We intend to expand the scope of
our international operations and currently have field
offices in London, Munich, Sydney and Tokyo. If we are
unable to expand our international operations
successfully and in a timely manner, this could
materially adversely affect our ability to increase
revenue. Our continued growth and profitability will
require continued expansion of our international
operations, particularly in Europe and the Asia-Pacific
region. We have only limited experience in developing,
marketing, selling and supporting our products
internationally and may not succeed in expanding our
international operations.
The success of our
international operations is dependent upon many factors
which could adversely affect our ability to sell our
products internationally and could affect our
profitability.
International sales represented
approximately 10% of our total revenue in fiscal 1998 and
approximately 20% of total revenue in fiscal 1999. Our
international revenue is attributable principally to our
European operations. Our international operations are,
and any expanded international operations will be,
subject to a variety of risks associated with conducting
business internationally, many of which are beyond our
control. The following factors may adversely affect our
ability to achieve and maintain profitability and our
ability to sell our products internationally:
Longer payment cycles
Seasonal reductions in business activity during the
summer months in Europe and other parts of the world
Increases in tariffs, duties, price controls or other
restrictions on foreign currencies or trade barriers
imposed by foreign countries
Difficulties in localizing our products for foreign
markets
|
|
Fluctuations in currency exchange rates
Recessionary environments in foreign economies
Problems in collecting accounts receivable
Difficulties in staffing and managing international
operations
Limited or unfavorable intellectual property protection
|
|
If we do not respond
adequately to our industry s evolving technology
standards or do not continue to meet the sophisticated
needs of our customers, sales of our products may decline.

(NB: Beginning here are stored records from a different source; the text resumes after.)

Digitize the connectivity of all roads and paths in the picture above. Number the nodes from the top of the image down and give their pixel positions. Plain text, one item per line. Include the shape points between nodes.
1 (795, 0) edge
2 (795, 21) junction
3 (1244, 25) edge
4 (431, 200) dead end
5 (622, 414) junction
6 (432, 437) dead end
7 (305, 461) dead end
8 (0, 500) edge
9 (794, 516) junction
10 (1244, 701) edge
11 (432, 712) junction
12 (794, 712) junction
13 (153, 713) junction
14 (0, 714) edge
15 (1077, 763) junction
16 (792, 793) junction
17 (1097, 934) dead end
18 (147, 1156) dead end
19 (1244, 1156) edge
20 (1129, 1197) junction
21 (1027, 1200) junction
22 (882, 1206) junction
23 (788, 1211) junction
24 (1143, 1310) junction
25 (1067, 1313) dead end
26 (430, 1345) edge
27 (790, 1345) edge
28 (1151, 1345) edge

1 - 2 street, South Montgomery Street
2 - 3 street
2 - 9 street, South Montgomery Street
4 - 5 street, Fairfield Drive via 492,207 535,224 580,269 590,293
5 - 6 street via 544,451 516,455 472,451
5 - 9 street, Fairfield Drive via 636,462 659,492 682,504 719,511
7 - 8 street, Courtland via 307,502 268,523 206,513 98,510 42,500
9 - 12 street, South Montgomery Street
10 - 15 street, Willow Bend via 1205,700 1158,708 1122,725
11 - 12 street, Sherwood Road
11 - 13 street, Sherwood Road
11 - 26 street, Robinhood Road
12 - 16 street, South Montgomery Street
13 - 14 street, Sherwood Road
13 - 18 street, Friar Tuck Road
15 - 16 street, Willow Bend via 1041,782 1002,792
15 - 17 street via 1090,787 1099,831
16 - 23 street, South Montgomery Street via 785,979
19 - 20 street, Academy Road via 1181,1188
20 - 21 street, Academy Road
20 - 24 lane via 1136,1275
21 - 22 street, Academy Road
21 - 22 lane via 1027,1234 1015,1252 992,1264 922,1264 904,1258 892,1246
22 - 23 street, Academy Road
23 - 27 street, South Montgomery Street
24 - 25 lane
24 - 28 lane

Our future success will depend on
our ability to address the increasingly sophisticated
needs of our customers by supporting existing and
emerging technologies, including technologies related to
the development of the Windows NT operating system
generally. If we do not enhance our products to meet
these evolving needs, this could materially adversely
affect our ability to remain competitive and sell our
products. We will have to develop and introduce new
products and enhancements to our existing AppManager
products on a timely basis to keep pace with
technological developments, evolving industry standards,
changing customer requirements and competitive products
that may render existing products and services obsolete.
In addition, because our AppManager products are
dependent upon Windows NT, we will need to continue to
respond to technology advances in this operating system,
including major revisions. Our position in the existing
market for applications management software for
optimizing performance and availability of Windows
NT-based systems and applications could be eroded rapidly
by product advances. Consequently, the life cycles of our
products are difficult to estimate. We expect that our
product development efforts will continue to require
substantial investments that we may not have the
resources to make.
We may experience delays in
developing our products that could adversely affect our
ability to introduce new products, maintain our
competitive position and grow our business.
If we are unable, for
technological or other reasons, to develop and introduce
new and improved products in a timely manner, this could
affect our ability to introduce new products, maintain
our competitive position and grow our business and
achieve and maintain profitability. We have experienced
product development delays in new versions and update
releases in the past and may experience similar or more
significant product delays in the future. To date, none
of these delays has materially affected our business.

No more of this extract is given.